Exercise details -
Reproduce all records word for word.

[Stored data entries]
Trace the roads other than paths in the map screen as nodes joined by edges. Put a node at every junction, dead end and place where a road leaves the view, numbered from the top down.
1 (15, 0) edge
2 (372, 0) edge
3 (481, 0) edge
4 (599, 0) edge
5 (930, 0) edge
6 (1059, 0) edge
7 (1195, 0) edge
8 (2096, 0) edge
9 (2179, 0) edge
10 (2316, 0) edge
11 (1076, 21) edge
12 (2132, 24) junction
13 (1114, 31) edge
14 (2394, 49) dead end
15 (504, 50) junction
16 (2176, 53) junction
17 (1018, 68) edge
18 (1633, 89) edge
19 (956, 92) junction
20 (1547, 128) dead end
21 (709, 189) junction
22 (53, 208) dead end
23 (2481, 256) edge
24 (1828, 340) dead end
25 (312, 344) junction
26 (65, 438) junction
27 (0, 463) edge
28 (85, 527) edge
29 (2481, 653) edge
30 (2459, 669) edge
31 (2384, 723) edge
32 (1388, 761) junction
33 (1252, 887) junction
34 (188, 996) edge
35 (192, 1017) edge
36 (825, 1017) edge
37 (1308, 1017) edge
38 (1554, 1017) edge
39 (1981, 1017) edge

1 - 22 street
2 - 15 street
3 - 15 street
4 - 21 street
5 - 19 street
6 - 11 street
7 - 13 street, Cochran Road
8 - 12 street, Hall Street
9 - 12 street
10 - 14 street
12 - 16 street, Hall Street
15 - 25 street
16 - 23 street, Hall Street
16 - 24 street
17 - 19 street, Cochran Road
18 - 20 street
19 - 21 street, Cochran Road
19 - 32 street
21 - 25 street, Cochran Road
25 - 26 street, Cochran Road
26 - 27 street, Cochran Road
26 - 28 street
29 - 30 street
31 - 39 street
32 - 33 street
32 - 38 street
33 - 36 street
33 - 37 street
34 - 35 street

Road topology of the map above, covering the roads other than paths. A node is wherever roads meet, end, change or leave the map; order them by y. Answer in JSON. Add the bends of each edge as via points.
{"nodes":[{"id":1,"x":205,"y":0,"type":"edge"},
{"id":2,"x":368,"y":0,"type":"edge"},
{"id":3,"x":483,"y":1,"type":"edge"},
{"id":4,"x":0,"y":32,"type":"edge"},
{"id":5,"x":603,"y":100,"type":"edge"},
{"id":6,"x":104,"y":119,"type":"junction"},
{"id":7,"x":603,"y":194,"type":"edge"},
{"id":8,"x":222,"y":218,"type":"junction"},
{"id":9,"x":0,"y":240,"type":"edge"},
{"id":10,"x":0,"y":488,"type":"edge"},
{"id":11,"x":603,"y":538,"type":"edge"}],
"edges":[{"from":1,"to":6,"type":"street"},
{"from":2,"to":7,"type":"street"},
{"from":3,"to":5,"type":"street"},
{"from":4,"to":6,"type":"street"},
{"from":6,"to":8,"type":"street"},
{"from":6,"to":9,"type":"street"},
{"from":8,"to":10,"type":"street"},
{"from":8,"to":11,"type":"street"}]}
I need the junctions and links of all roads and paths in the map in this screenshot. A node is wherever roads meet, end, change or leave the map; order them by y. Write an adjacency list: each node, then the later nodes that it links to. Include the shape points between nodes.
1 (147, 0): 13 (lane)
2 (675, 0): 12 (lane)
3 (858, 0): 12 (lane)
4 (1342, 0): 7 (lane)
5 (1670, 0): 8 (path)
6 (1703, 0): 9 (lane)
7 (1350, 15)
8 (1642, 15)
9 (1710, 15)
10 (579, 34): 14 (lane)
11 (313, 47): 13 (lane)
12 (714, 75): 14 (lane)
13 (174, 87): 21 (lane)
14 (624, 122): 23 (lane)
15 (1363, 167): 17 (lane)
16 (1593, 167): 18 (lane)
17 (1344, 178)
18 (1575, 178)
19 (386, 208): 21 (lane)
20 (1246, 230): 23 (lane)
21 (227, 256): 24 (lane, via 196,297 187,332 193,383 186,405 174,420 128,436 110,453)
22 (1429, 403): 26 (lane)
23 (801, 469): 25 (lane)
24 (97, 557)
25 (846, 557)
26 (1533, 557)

Problem solution -
Trace the roads other than paths in the map screen as nodes joined by edges. Put a node at every junction, dead end and place where a road leaves the view, numbered from the top down.
1 (15, 0) edge
2 (372, 0) edge
3 (481, 0) edge
4 (599, 0) edge
5 (930, 0) edge
6 (1059, 0) edge
7 (1195, 0) edge
8 (2096, 0) edge
9 (2179, 0) edge
10 (2316, 0) edge
11 (1076, 21) edge
12 (2132, 24) junction
13 (1114, 31) edge
14 (2394, 49) dead end
15 (504, 50) junction
16 (2176, 53) junction
17 (1018, 68) edge
18 (1633, 89) edge
19 (956, 92) junction
20 (1547, 128) dead end
21 (709, 189) junction
22 (53, 208) dead end
23 (2481, 256) edge
24 (1828, 340) dead end
25 (312, 344) junction
26 (65, 438) junction
27 (0, 463) edge
28 (85, 527) edge
29 (2481, 653) edge
30 (2459, 669) edge
31 (2384, 723) edge
32 (1388, 761) junction
33 (1252, 887) junction
34 (188, 996) edge
35 (192, 1017) edge
36 (825, 1017) edge
37 (1308, 1017) edge
38 (1554, 1017) edge
39 (1981, 1017) edge

1 - 22 street
2 - 15 street
3 - 15 street
4 - 21 street
5 - 19 street
6 - 11 street
7 - 13 street, Cochran Road
8 - 12 street, Hall Street
9 - 12 street
10 - 14 street
12 - 16 street, Hall Street
15 - 25 street
16 - 23 street, Hall Street
16 - 24 street
17 - 19 street, Cochran Road
18 - 20 street
19 - 21 street, Cochran Road
19 - 32 street
21 - 25 street, Cochran Road
25 - 26 street, Cochran Road
26 - 27 street, Cochran Road
26 - 28 street
29 - 30 street
31 - 39 street
32 - 33 street
32 - 38 street
33 - 36 street
33 - 37 street
34 - 35 street

Road topology of the map above, covering the roads other than paths. A node is wherever roads meet, end, change or leave the map; order them by y. Answer in JSON. Add the bends of each edge as via points.
{"nodes":[{"id":1,"x":205,"y":0,"type":"edge"},
{"id":2,"x":368,"y":0,"type":"edge"},
{"id":3,"x":483,"y":1,"type":"edge"},
{"id":4,"x":0,"y":32,"type":"edge"},
{"id":5,"x":603,"y":100,"type":"edge"},
{"id":6,"x":104,"y":119,"type":"junction"},
{"id":7,"x":603,"y":194,"type":"edge"},
{"id":8,"x":222,"y":218,"type":"junction"},
{"id":9,"x":0,"y":240,"type":"edge"},
{"id":10,"x":0,"y":488,"type":"edge"},
{"id":11,"x":603,"y":538,"type":"edge"}],
"edges":[{"from":1,"to":6,"type":"street"},
{"from":2,"to":7,"type":"street"},
{"from":3,"to":5,"type":"street"},
{"from":4,"to":6,"type":"street"},
{"from":6,"to":8,"type":"street"},
{"from":6,"to":9,"type":"street"},
{"from":8,"to":10,"type":"street"},
{"from":8,"to":11,"type":"street"}]}
I need the junctions and links of all roads and paths in the map in this screenshot. A node is wherever roads meet, end, change or leave the map; order them by y. Write an adjacency list: each node, then the later nodes that it links to. Include the shape points between nodes.
1 (147, 0): 13 (lane)
2 (675, 0): 12 (lane)
3 (858, 0): 12 (lane)
4 (1342, 0): 7 (lane)
5 (1670, 0): 8 (path)
6 (1703, 0): 9 (lane)
7 (1350, 15)
8 (1642, 15)
9 (1710, 15)
10 (579, 34): 14 (lane)
11 (313, 47): 13 (lane)
12 (714, 75): 14 (lane)
13 (174, 87): 21 (lane)
14 (624, 122): 23 (lane)
15 (1363, 167): 17 (lane)
16 (1593, 167): 18 (lane)
17 (1344, 178)
18 (1575, 178)
19 (386, 208): 21 (lane)
20 (1246, 230): 23 (lane)
21 (227, 256): 24 (lane, via 196,297 187,332 193,383 186,405 174,420 128,436 110,453)
22 (1429, 403): 26 (lane)
23 (801, 469): 25 (lane)
24 (97, 557)
25 (846, 557)
26 (1533, 557)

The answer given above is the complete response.